[Data to examine]
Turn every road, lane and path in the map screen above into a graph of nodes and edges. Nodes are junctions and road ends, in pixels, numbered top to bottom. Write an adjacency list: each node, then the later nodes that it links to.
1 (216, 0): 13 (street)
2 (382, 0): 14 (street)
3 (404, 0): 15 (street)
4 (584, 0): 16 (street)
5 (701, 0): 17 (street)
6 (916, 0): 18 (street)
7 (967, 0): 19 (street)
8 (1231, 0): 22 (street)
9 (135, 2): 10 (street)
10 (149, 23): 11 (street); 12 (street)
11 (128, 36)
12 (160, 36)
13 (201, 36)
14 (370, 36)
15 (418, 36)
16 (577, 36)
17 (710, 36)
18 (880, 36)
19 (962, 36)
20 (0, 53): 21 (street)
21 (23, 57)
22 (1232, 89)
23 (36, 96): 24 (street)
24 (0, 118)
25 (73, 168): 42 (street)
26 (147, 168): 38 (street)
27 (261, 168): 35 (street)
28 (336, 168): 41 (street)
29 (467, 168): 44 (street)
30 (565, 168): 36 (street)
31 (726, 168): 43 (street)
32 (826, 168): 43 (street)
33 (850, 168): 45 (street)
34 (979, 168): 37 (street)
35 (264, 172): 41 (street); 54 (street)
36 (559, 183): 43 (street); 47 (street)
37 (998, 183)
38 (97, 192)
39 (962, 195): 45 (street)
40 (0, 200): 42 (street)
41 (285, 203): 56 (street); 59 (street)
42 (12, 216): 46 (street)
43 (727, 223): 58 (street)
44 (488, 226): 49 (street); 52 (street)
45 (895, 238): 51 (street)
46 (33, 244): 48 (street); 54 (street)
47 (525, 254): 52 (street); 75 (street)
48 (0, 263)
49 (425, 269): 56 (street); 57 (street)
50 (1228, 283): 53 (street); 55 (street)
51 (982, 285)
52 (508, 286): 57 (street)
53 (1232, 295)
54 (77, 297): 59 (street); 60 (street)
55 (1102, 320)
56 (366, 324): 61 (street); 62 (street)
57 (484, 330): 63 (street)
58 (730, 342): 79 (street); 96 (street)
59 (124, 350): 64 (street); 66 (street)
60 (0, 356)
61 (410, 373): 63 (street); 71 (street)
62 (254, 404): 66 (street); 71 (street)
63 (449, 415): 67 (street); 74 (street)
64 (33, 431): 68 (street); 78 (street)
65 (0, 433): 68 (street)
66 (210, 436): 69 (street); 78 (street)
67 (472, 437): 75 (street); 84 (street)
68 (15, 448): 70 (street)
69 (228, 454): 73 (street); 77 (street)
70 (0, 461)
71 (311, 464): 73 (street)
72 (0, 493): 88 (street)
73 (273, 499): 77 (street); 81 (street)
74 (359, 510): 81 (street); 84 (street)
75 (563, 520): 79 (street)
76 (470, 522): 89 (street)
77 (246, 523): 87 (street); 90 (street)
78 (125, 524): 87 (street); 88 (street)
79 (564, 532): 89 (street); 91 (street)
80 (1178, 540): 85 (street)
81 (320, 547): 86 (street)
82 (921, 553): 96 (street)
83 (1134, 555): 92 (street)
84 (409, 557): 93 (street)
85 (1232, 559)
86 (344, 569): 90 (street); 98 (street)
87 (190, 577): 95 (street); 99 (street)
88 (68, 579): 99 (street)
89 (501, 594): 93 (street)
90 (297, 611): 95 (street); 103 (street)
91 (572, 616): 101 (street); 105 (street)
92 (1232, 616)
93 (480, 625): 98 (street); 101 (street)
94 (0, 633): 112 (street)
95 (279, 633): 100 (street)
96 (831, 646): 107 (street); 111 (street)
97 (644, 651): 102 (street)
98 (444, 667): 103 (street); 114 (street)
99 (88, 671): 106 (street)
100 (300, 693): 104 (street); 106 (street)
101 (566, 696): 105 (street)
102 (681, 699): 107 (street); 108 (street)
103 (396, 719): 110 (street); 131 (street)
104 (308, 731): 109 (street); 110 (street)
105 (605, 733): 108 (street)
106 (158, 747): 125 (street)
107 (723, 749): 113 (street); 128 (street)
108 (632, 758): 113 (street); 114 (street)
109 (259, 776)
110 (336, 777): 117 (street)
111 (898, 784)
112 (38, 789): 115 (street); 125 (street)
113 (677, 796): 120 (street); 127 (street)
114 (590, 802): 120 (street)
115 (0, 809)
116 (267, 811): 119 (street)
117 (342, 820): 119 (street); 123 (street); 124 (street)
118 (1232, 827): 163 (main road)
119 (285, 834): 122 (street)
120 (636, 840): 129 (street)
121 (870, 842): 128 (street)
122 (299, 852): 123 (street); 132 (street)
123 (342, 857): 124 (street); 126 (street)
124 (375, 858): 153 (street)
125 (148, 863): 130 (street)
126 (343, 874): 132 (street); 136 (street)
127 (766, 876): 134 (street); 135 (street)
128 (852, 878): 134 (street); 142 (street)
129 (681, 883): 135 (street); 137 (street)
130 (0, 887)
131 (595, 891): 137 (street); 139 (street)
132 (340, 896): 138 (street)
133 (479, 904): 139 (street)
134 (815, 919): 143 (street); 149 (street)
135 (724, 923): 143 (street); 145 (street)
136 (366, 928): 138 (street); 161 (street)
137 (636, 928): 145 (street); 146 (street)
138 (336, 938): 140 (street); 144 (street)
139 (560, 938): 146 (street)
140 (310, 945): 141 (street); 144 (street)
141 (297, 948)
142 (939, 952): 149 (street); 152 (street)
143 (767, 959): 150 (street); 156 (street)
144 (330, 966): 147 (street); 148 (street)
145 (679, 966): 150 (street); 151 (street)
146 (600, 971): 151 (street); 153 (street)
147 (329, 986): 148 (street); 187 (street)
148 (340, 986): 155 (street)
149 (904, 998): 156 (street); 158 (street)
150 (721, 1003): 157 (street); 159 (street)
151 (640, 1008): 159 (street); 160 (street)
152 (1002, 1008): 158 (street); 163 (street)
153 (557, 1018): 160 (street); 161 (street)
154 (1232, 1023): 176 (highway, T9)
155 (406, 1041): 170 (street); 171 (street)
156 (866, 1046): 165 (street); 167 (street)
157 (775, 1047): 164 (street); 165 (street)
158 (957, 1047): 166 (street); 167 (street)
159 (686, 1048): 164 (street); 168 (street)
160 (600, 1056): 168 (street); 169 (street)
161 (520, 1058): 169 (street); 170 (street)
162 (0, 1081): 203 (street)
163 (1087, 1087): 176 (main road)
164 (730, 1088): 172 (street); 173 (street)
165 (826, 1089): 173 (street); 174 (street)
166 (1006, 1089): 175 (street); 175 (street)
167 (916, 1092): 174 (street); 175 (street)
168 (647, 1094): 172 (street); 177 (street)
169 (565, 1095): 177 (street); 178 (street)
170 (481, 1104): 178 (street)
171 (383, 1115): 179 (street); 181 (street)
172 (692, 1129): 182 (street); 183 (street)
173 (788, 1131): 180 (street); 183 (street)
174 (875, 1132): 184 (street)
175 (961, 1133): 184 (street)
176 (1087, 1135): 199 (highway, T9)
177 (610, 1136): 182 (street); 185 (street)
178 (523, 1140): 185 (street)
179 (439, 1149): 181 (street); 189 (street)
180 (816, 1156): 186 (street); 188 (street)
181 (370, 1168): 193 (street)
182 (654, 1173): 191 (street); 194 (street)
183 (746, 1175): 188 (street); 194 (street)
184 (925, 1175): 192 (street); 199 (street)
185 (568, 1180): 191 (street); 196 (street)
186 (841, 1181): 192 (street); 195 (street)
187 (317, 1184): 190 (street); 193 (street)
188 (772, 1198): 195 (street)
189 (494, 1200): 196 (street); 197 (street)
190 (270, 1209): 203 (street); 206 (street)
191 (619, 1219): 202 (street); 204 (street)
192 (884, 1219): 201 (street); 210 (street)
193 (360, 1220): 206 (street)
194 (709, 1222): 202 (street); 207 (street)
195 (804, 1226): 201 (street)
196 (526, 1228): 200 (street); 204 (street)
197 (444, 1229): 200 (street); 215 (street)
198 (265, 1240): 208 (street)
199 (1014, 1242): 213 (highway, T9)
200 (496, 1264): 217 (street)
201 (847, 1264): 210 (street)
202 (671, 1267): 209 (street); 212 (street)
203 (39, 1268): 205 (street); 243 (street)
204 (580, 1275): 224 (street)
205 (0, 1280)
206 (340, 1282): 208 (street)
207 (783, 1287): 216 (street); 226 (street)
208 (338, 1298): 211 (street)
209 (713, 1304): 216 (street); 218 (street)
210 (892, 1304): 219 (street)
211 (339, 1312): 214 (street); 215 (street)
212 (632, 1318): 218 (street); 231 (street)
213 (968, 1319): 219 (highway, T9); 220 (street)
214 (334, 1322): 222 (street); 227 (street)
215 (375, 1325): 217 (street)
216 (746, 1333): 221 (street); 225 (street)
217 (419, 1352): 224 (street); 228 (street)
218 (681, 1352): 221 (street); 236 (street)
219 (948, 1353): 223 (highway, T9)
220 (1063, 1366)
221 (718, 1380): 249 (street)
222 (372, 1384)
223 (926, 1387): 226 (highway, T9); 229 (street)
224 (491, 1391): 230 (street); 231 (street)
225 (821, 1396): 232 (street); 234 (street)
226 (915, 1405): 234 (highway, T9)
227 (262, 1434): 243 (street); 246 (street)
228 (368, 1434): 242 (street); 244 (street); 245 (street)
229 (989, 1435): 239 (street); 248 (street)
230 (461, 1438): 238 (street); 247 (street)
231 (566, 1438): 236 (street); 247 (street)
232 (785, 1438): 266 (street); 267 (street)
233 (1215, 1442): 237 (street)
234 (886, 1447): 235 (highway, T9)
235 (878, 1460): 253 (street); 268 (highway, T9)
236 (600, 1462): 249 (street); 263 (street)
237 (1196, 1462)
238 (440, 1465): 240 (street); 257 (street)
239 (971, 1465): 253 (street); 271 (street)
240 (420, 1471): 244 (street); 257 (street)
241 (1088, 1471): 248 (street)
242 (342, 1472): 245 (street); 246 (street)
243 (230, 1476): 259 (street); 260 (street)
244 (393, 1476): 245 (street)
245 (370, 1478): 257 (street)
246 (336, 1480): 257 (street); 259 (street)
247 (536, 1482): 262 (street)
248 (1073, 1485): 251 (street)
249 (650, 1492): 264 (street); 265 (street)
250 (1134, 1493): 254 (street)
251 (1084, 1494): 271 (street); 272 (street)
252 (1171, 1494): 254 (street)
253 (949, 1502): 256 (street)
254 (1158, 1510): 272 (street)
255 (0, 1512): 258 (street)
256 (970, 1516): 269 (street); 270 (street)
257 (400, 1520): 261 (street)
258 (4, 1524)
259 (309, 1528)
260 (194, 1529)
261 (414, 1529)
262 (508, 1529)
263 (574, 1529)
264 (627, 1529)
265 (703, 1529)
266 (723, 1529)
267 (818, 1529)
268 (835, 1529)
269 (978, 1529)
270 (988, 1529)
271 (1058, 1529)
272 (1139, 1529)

[Problem description] A single number is required: how many lines in the material above include the string "road".

[Response to this task] 3